I’ve kind of avoided really spelling this goal out into discrete components until now. I had made a vague New Year’s resolution to do 15 minutes of exercise a day at 5:30 in the morning (hah!) and work my way up to longer, more intense work outs. I want to have a rockin’ bod again. But I have not been doing so great with this one so far, so maybe the accountability of writing this blog will help on this goal too. I feel really motivated on the debt front, but feel like I’m still waiting for something to click and kick me in the ass on the caring for my body front.

So here goes, and we’ll start tomorrow morning:

  • Mondays – workout video, at least 15 minutes
  • Tuesdays – run/walk (until I can run) dog 2 who needs extra exercise around our condo complex
  • Wednesdays – workout video, at least 15 minutes
  • Thursdays – run/walk dog 2
  • Fridays – workout video, at least 15 minutes
  • Saturday – off
  • Sunday – ballet barre (start in February)

For the month of January, fiance and I are not eating out at all (this is to meet both financial and health goals) or drinking alcohol. We had one Friday night where we fell off the wagon on the alcohol. I feel asleep after three beers, so it really wasn’t as fun as I expected, quite a let down. So I think I can make it through the rest of the month without it.

For February I’m going to do no dairy, and eat out no more than twice the whole month. I’d like to keep alcohol intake low as well, but I’m not sure how I want to structure this yet so I’ll update as it’s upon me.

For March I’d like to follow the Paleo diet strictly. It will be hard, but I’m certain it will be good for me mentally and physically.

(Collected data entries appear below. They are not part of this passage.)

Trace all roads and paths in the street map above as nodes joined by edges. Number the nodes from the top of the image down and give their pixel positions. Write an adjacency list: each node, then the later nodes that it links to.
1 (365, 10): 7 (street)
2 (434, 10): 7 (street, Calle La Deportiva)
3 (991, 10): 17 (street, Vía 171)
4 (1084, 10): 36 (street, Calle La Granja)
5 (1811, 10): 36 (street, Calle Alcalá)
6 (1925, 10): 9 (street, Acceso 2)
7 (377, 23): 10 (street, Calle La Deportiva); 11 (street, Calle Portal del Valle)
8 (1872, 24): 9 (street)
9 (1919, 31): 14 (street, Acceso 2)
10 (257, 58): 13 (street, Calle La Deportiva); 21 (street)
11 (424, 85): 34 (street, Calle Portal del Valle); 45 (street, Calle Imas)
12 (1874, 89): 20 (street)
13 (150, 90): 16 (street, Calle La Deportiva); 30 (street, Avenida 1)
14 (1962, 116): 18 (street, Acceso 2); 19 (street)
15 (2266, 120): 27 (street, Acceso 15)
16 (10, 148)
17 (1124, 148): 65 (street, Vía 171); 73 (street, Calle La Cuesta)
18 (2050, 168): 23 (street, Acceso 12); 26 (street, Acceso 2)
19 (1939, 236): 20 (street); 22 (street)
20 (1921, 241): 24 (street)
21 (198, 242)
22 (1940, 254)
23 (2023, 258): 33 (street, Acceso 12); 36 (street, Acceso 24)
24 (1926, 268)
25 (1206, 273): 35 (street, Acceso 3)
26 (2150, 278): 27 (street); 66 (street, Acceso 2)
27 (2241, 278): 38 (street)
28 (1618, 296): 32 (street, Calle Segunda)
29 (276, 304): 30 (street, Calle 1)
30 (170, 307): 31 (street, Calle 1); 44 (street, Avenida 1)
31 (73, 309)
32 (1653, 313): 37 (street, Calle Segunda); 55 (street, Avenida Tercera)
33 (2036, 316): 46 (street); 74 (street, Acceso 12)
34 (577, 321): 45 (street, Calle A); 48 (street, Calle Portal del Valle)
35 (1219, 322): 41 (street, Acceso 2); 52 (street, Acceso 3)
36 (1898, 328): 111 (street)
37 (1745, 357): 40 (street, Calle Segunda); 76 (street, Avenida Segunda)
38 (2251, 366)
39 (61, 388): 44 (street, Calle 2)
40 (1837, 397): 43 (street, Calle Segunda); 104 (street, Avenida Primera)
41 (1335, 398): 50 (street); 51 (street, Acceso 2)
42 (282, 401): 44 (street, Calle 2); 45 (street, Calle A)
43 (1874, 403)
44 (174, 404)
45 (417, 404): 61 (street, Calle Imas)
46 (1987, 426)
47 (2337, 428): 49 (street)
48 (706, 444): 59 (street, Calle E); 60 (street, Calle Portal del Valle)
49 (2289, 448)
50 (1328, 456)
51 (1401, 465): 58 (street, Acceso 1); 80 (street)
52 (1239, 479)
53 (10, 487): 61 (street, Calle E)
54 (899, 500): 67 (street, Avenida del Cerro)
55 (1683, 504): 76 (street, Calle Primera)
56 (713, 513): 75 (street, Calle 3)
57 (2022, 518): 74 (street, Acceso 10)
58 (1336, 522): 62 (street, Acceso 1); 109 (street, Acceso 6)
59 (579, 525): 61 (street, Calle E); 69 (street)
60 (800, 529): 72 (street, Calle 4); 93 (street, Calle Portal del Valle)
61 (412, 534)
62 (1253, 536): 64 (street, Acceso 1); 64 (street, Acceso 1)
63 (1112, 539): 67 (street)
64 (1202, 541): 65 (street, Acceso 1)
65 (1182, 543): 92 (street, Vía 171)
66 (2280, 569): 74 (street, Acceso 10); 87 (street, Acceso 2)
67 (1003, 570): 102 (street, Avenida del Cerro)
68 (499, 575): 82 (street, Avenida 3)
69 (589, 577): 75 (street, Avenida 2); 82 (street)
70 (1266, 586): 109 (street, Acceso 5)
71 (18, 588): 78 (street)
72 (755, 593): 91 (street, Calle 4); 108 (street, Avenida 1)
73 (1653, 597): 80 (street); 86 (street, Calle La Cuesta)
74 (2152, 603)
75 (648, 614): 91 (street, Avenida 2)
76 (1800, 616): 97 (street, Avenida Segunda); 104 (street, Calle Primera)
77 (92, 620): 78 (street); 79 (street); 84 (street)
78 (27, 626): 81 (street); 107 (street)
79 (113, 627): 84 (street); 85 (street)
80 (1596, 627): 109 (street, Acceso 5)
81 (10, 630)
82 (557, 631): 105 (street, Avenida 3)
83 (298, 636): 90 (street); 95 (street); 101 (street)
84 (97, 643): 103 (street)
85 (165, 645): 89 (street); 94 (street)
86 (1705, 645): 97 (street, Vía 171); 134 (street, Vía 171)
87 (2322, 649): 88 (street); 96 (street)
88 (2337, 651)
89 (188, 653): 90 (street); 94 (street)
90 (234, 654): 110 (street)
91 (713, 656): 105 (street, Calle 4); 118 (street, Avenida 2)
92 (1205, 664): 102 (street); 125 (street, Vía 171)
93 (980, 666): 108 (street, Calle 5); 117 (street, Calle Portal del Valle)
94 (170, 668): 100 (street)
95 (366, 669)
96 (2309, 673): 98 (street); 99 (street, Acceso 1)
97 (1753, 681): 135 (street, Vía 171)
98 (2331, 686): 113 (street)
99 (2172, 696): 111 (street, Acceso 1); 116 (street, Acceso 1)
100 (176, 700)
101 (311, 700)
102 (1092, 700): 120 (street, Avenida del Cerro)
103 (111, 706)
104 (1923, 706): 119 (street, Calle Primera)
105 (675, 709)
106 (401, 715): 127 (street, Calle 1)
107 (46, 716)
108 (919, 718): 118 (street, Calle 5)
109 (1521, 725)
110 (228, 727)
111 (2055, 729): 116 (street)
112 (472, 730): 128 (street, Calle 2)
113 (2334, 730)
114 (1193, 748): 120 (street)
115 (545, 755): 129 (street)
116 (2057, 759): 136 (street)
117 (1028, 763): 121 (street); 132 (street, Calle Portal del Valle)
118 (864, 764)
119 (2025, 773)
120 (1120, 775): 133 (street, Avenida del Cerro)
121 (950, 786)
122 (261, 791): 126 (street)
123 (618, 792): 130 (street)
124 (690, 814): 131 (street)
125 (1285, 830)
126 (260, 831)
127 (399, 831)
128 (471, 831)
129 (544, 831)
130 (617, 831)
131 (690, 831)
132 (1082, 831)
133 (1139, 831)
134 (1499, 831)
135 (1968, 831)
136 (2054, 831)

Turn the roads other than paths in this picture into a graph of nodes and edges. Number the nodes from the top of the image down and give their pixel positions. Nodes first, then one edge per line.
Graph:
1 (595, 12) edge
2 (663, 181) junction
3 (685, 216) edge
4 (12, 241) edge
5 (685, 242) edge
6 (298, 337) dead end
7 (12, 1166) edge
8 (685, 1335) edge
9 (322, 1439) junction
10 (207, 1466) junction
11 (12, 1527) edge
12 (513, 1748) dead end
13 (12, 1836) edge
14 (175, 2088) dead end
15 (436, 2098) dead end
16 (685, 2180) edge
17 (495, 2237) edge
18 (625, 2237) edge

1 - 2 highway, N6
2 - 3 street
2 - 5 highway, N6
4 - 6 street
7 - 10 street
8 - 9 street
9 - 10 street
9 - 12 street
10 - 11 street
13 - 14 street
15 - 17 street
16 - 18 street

Hopefully adding exercise, generally avoiding grains (thought not religiously), and eating sensibly will help me lose weight. I’ve already about four pounds of holiday weight just from no alcohol and not eating out, so that’s awesome. I want to lose another 40 pounds by June 2014. I think I can do it, but I have to really commit to the exercise. I hate exercise for exercise’s sake, it’s so boring. I love being physical with my body in sports, dance, etc. But I’ve gotten to the point where I’m so out of shape I can’t just jump into those things without putting myself at risk of injury. It’s sad. I feel ashamed, like I’ve let somebody down, and I guess I have. My poor body.